Add the annoying LLVM banner for consistency.

llvm/tools/llvm-pdbutil/DiffPrinter.h
43 ↗(On Diff #105359)

I don't quite get this. Basically we have a comparator which says "if they're different, no big deal, they're actually equivalent". Is that more or less the idea? Maybe instead of asking the caller to pass a comparator we should have a different printEquivalent method? It seems shorter and less magical.

50–51 ↗(On Diff #105359)

Having a different entry point for "equivalent" number comparisons would let us hoist these format calls up to the next level, since they don't depend on the comparator.

zturner added inline comments.Jul 7 2017, 10:15 AM
llvm/tools/llvm-pdbutil/DiffPrinter.h
43 ↗(On Diff #105359)

Yea. Like, In pdb 1 the stream for module foo has stream index 12, but in pdb 2 it has stream index 15. These are equivalent because a stream exists in both pdbs. The number doesn't matter. If both of them had kInvalidStreamIndex, they would be identical. If one had kInvalidStreamIndex and another had a valid stream index, these would be different.

I think we need some notion of a comparator because sometimes the comparisons get rather obtuse, and we want to wrap that up in an abstraction that can be re-used over and over. For example, the stream number comparison described above. But it even gets worse. If it's a name index, then we actually have to go look in the PDB file, get the corresponding string out, and compare the strings themselves rather than the numbers.

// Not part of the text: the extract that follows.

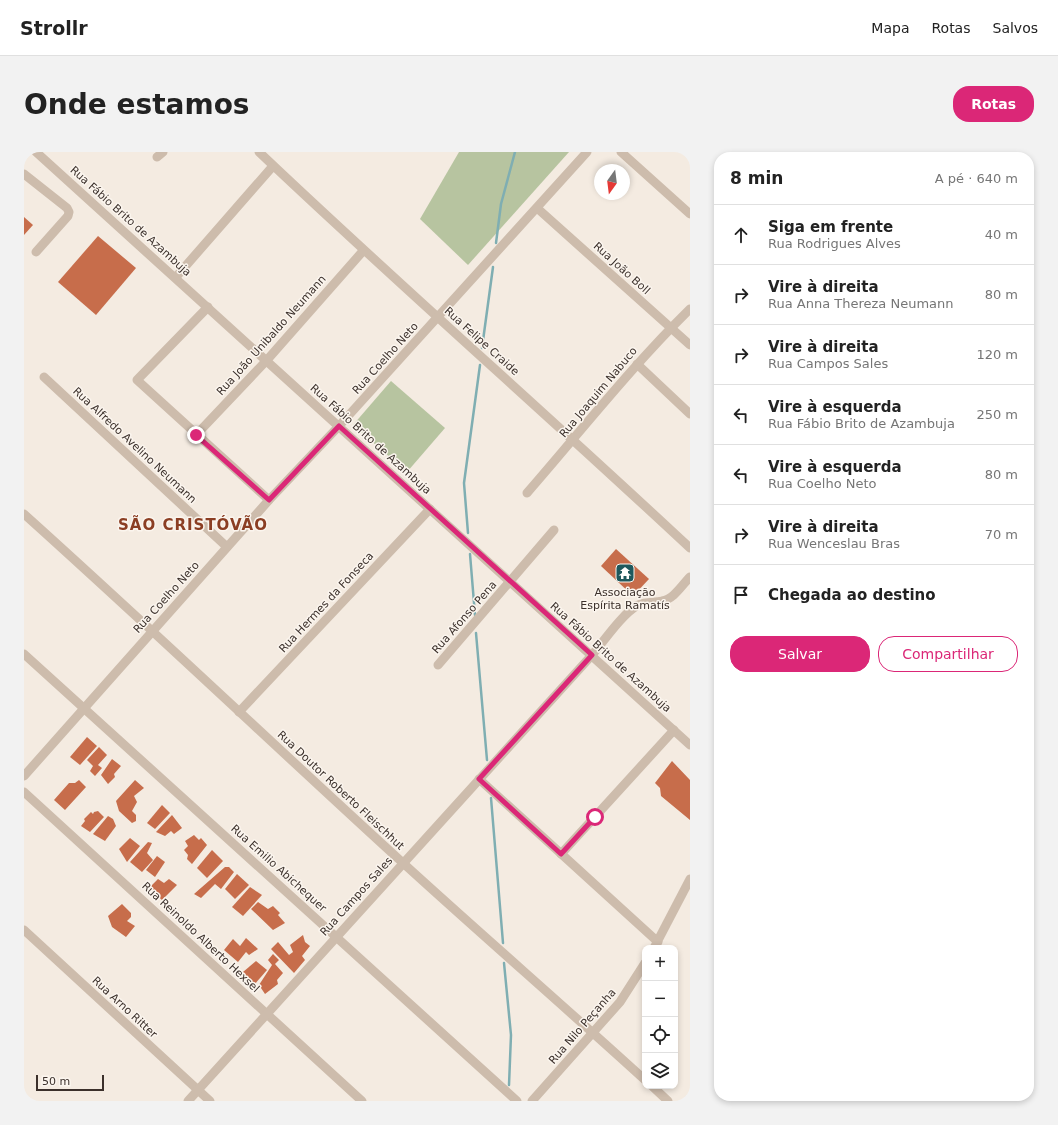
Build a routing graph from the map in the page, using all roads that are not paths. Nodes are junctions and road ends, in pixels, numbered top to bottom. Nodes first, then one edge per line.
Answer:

I have some enhancements to this model in a forthcoming patch (not up for review yet, but depends on all 3 of these changes) where the class has both a format method and a compare method. Consider the case where you have two module names foo.obj and bar.obj. You want to print Module "foo.obj" and Module "bar.obj" but you only want to compare the actual file paths, but you can't compare the strings directly because for really long paths you *also* need to truncate part of the module name so that it displays like Module "...o.obj" rather than ...dule "foo.obj". So yea, it's kinda gross.

Note that the caller doesn't have to pass anything, it gets a default template argument of Identical. In this patch, the caller does have to instantiate a default-constructed instance and pass that through, but in the forthcoming patch I mentioned, all you have to do is write:

print<Equivalent>("Foo", A, B);

or

print<CustomComparator>("Foo", A, B);

and it just works.

This revision was automatically updated to reflect the committed changes.